Fluffy category, which is why the yes/no questions are so great. I answered this question 4 years ago with: “Yes! But… there’s a discrepancy between what different people expect from me. Some of the expectations are incompatible! It becomes a chronic clash that is hard to maneuver.” I have since had a lot of practice in initiating discussions on expectations. The topic doesn’t always come up on it’s own, but asking people “what do you expect of me” is a straight forward enough question for them to elaborate on. Also running versions of the Role Expectations Matrix in different groups, this activity has been eye opening every time. I’ve also learnt that if I fundamentally disagree with what is expected of me, I am probably in a place that will never become space for me to be awesome.

Inclusion: Do I belong here?

I’m gonna skip the original 3 questions here. I don’t have reason to doubt the research, but these are after all my personal notes on impacting my surroundings. In the other categories, I find the specific nature of the questions helpful to trigger a thought process — but for inclusion, I prefer the overall “Do I belong here?” as a better question to chew on. Along with something that Meri talks about:

Can someone like me can be successful here?

I love this so much. It catapults me into all kinds of interesting thoughts about what success means to me, and the multitudes of who I might consider to be “someone like me”. What do I need to observe and experience to conclude that yes, I believe that statement? Such a glorious question.

Mastery: Am I proud of how?

Do I have the materials and equipment I need to do my work right?
Is there someone at work who cares about my development?
Are my co-workers committed to doing quality work?
In the last 6 months, have I talked to someone about my development?
Have I had opportunities to learn and grow?

These five are fine to run through. There are nuances and probably cues to find things that can be improved, like can I make sure there are even more opportunities to learn, or perhaps my team can discuss what quality means to us. Meri also goes into detail about deliberate practice, and on how to think of teams in terms of casting not conforming.

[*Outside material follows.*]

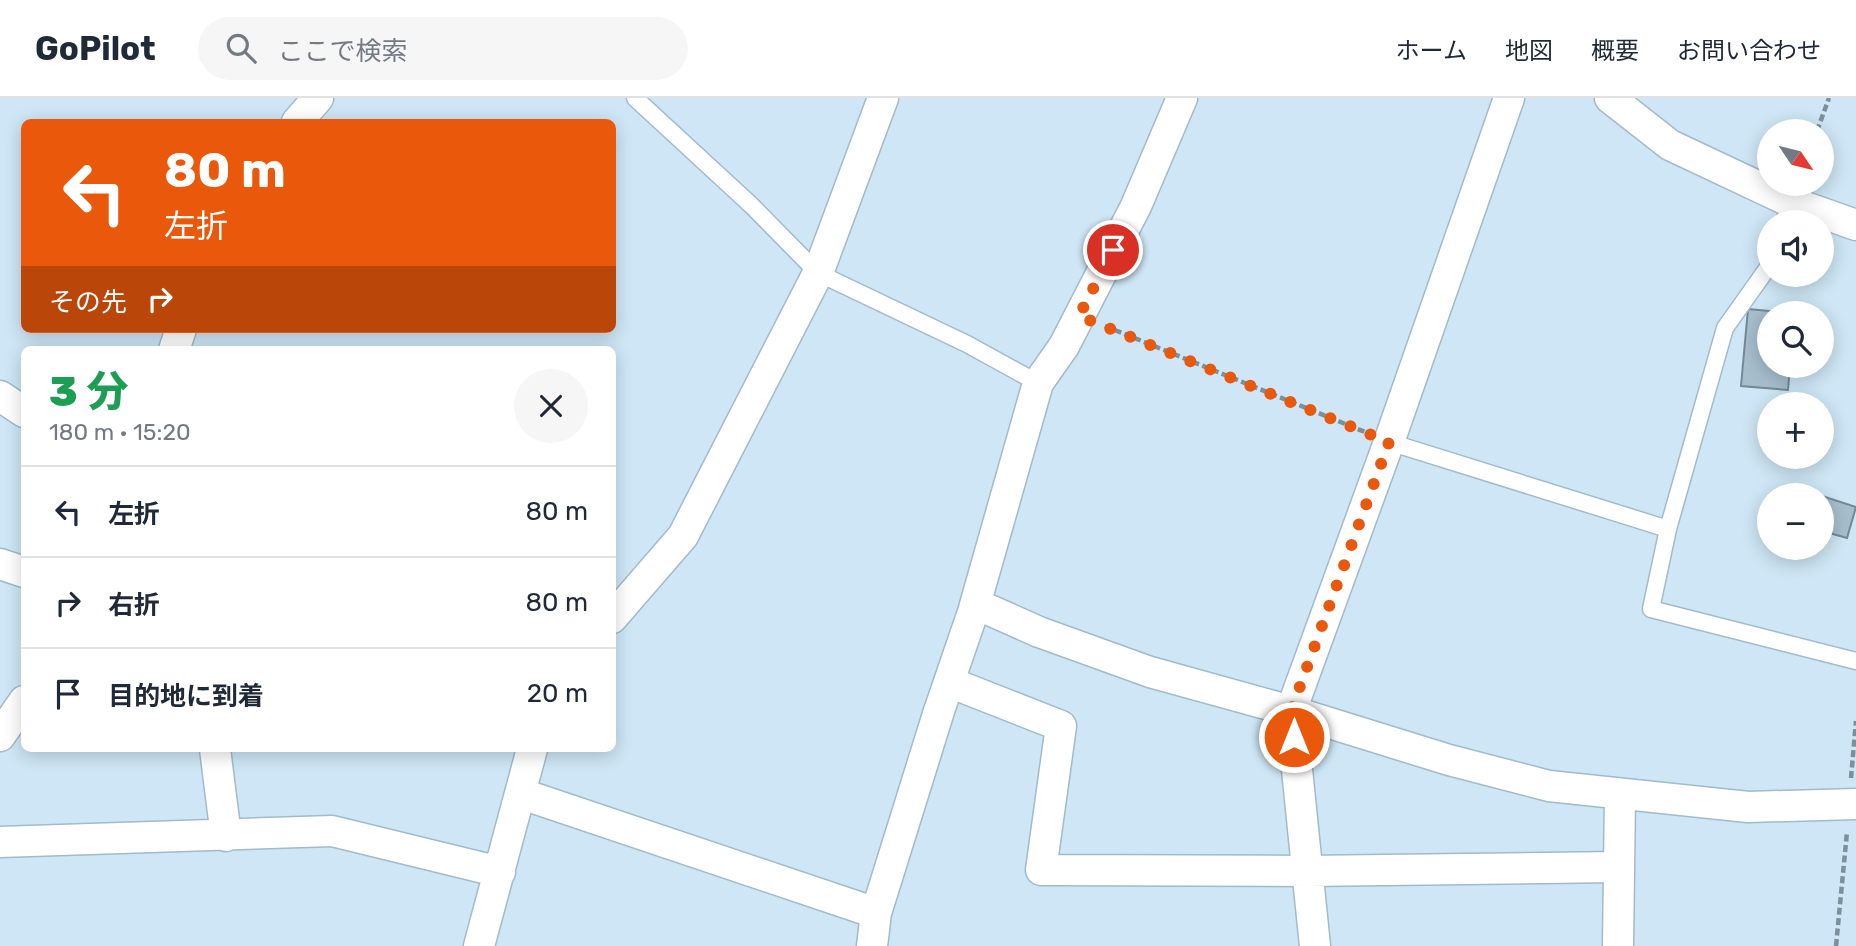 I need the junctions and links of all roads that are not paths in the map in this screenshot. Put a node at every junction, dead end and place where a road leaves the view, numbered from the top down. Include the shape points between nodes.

Out of the 12 questions, the one I find most interesting to dwell on is this one:

Do I have the opportunity to do what I do best every day?

Whoa. Am I really allowed to ask myself this? And expect the answer to be ‘yes’ most of the time?!

Notice how it intersects with the other questions. If my opinions don’t count, it’s impossible to do what I do best. If I don’t believe in the why of what we do on my team, I’m not going to find motivation needed to do my best work. If the people around me are all variations of similar to each other but different from me, it becomes hard to believe that success is realistic, that opportunities for me will exist.

I’ve rewatched this talk and used these 12 questions and 4 categories in different ways over the years. To clarify for myself what frustrations I want to improve. As a talking point in 1:1s. Even as a team activity once. But also to identify if I’m in a place where I will never be able to answer yes to these questions, and subsequently decide that fuck it — I deserve space to be awesome.